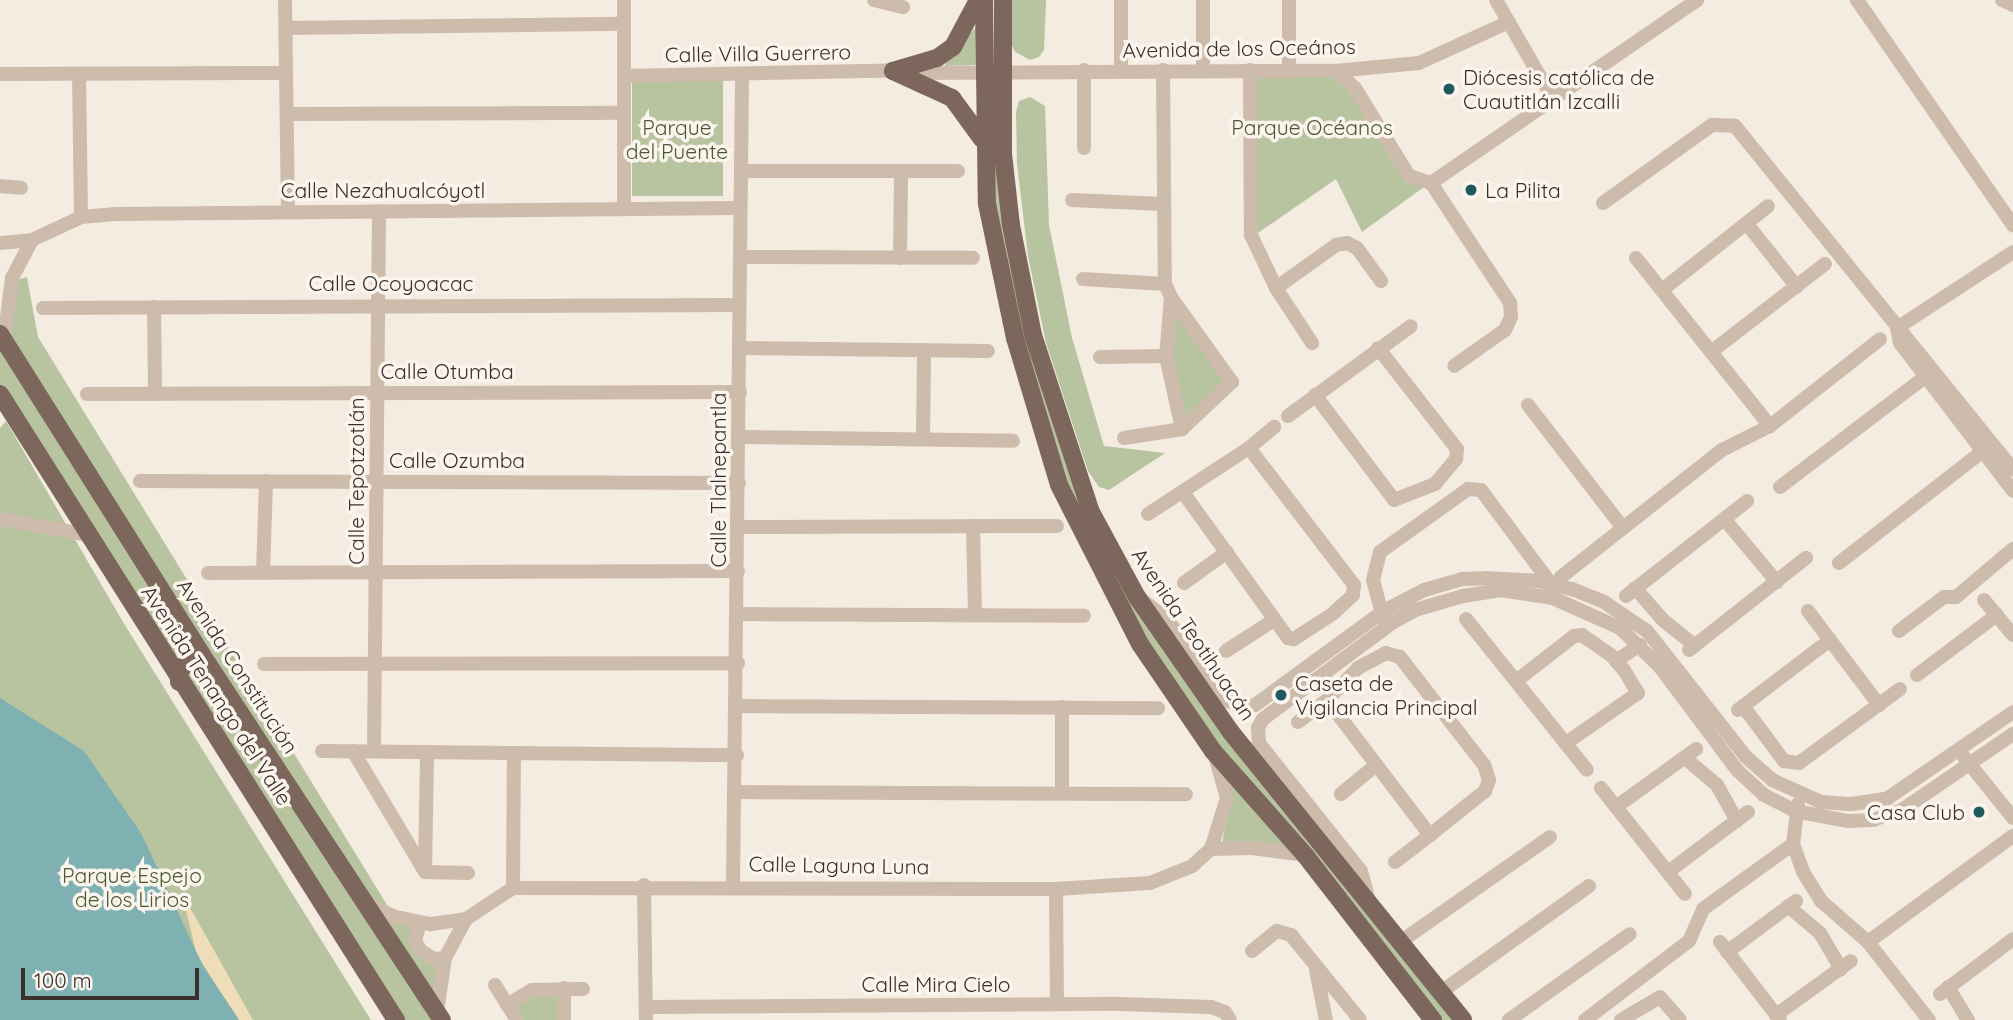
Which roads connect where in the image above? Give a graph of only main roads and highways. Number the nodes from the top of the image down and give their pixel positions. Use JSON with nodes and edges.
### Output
{"nodes":[{"id":1,"x":978,"y":0,"type":"edge"},
{"id":2,"x":984,"y":0,"type":"edge"},
{"id":3,"x":1003,"y":0,"type":"edge"},
{"id":4,"x":984,"y":142,"type":"junction"},
{"id":5,"x":2,"y":338,"type":"edge"},
{"id":6,"x":0,"y":394,"type":"edge"},
{"id":7,"x":189,"y":634,"type":"junction"},
{"id":8,"x":161,"y":653,"type":"junction"},
{"id":9,"x":208,"y":664,"type":"junction"},
{"id":10,"x":179,"y":682,"type":"junction"},
{"id":11,"x":439,"y":1016,"type":"edge"},
{"id":12,"x":396,"y":1020,"type":"edge"},
{"id":13,"x":1433,"y":1020,"type":"edge"},
{"id":14,"x":1464,"y":1020,"type":"edge"}],
"edges":[{"from":1,"to":4,"type":"main road"},
{"from":2,"to":4,"type":"main road","name":"Avenida Teotihuacán"},
{"from":3,"to":14,"type":"main road","name":"Avenida Teotihuacán"},
{"from":4,"to":13,"type":"main road","name":"Avenida Teotihuacán"},
{"from":5,"to":7,"type":"main road","name":"Avenida Constitución"},
{"from":6,"to":8,"type":"main road","name":"Avenida Tenango del Valle"},
{"from":7,"to":8,"type":"main road"},
{"from":7,"to":9,"type":"main road","name":"Avenida Constitución"},
{"from":8,"to":10,"type":"main road","name":"Avenida Tenango del Valle"},
{"from":9,"to":10,"type":"main road"},
{"from":9,"to":11,"type":"main road","name":"Avenida Constitución"},
{"from":10,"to":12,"type":"main road","name":"Avenida Tenango del Valle"}]}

Work to be completed
Find how many lines in the material above contain "Valle", and answer with that number only.

Response to this task
3